## Exercise
Copy the entries below exactly. Images do not belong in the copy.

(Extracted information Opens)

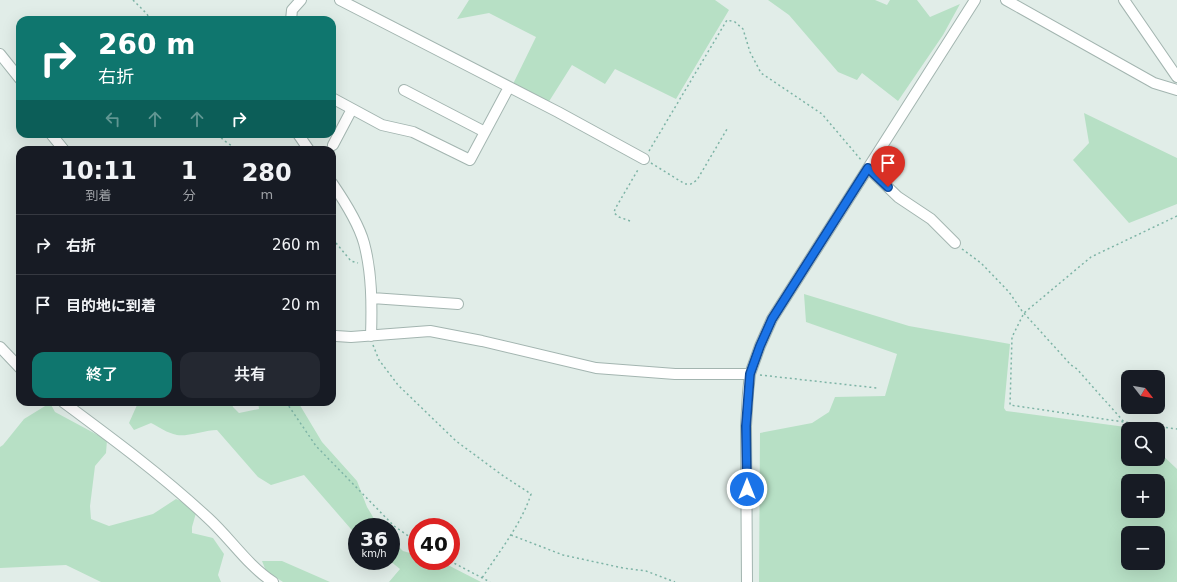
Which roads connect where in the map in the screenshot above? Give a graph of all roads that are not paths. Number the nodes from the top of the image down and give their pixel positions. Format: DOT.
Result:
graph roads {
  1 [pos="301,0"];
  2 [pos="340,0"];
  3 [pos="975,0"];
  4 [pos="1006,0"];
  5 [pos="1124,0"];
  6 [pos="291,16"];
  7 [pos="0,54"];
  8 [pos="16,74"];
  9 [pos="1177,76"];
  10 [pos="509,87"];
  11 [pos="404,90"];
  12 [pos="1177,90"];
  13 [pos="336,100"];
  14 [pos="352,110"];
  15 [pos="485,132"];
  16 [pos="54,138"];
  17 [pos="334,145"];
  18 [pos="61,146"];
  19 [pos="644,159"];
  20 [pos="868,168"];
  21 [pos="336,190"];
  22 [pos="955,243"];
  23 [pos="372,298"];
  24 [pos="458,304"];
  25 [pos="336,336"];
  26 [pos="371,336"];
  27 [pos="0,347"];
  28 [pos="16,364"];
  29 [pos="750,374"];
  30 [pos="68,406"];
  31 [pos="273,582"];
  32 [pos="747,582"];
  1 -- 6 [label="street"];
  2 -- 10 [label="street"];
  3 -- 20 [label="street"];
  4 -- 12 [label="street"];
  5 -- 9 [label="street"];
  7 -- 8 [label="street"];
  10 -- 15 [label="street"];
  10 -- 19 [label="street"];
  11 -- 15 [label="street"];
  13 -- 14 [label="street"];
  14 -- 15 [label="street"];
  14 -- 17 [label="street"];
  16 -- 18 [label="street"];
  20 -- 22 [label="street"];
  20 -- 29 [label="street"];
  21 -- 23 [label="street"];
  23 -- 24 [label="street"];
  23 -- 26 [label="street"];
  25 -- 26 [label="street"];
  26 -- 29 [label="street"];
  27 -- 28 [label="street"];
  29 -- 32 [label="street"];
  30 -- 31 [label="street"];
}
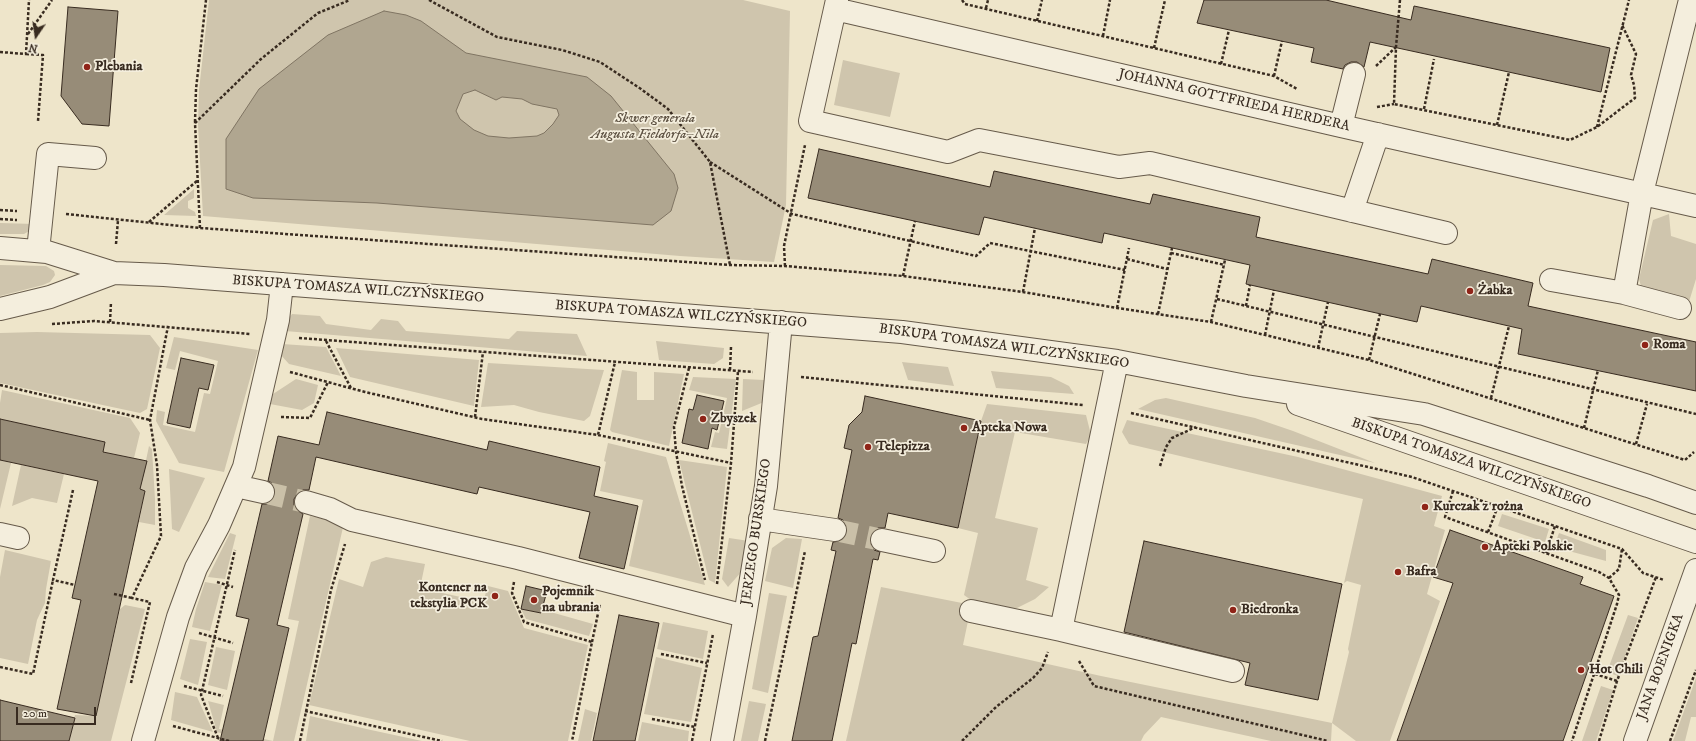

(Extracted information Closes)

## Solution to this problem
Which roads connect where in the map in the screenshot above? Give a graph of all roads that are not paths. Number the nodes from the top of the image down and give their pixel positions. Format: DOT.
Result:
graph roads {
  1 [pos="301,0"];
  2 [pos="340,0"];
  3 [pos="975,0"];
  4 [pos="1006,0"];
  5 [pos="1124,0"];
  6 [pos="291,16"];
  7 [pos="0,54"];
  8 [pos="16,74"];
  9 [pos="1177,76"];
  10 [pos="509,87"];
  11 [pos="404,90"];
  12 [pos="1177,90"];
  13 [pos="336,100"];
  14 [pos="352,110"];
  15 [pos="485,132"];
  16 [pos="54,138"];
  17 [pos="334,145"];
  18 [pos="61,146"];
  19 [pos="644,159"];
  20 [pos="868,168"];
  21 [pos="336,190"];
  22 [pos="955,243"];
  23 [pos="372,298"];
  24 [pos="458,304"];
  25 [pos="336,336"];
  26 [pos="371,336"];
  27 [pos="0,347"];
  28 [pos="16,364"];
  29 [pos="750,374"];
  30 [pos="68,406"];
  31 [pos="273,582"];
  32 [pos="747,582"];
  1 -- 6 [label="street"];
  2 -- 10 [label="street"];
  3 -- 20 [label="street"];
  4 -- 12 [label="street"];
  5 -- 9 [label="street"];
  7 -- 8 [label="street"];
  10 -- 15 [label="street"];
  10 -- 19 [label="street"];
  11 -- 15 [label="street"];
  13 -- 14 [label="street"];
  14 -- 15 [label="street"];
  14 -- 17 [label="street"];
  16 -- 18 [label="street"];
  20 -- 22 [label="street"];
  20 -- 29 [label="street"];
  21 -- 23 [label="street"];
  23 -- 24 [label="street"];
  23 -- 26 [label="street"];
  25 -- 26 [label="street"];
  26 -- 29 [label="street"];
  27 -- 28 [label="street"];
  29 -- 32 [label="street"];
  30 -- 31 [label="street"];
}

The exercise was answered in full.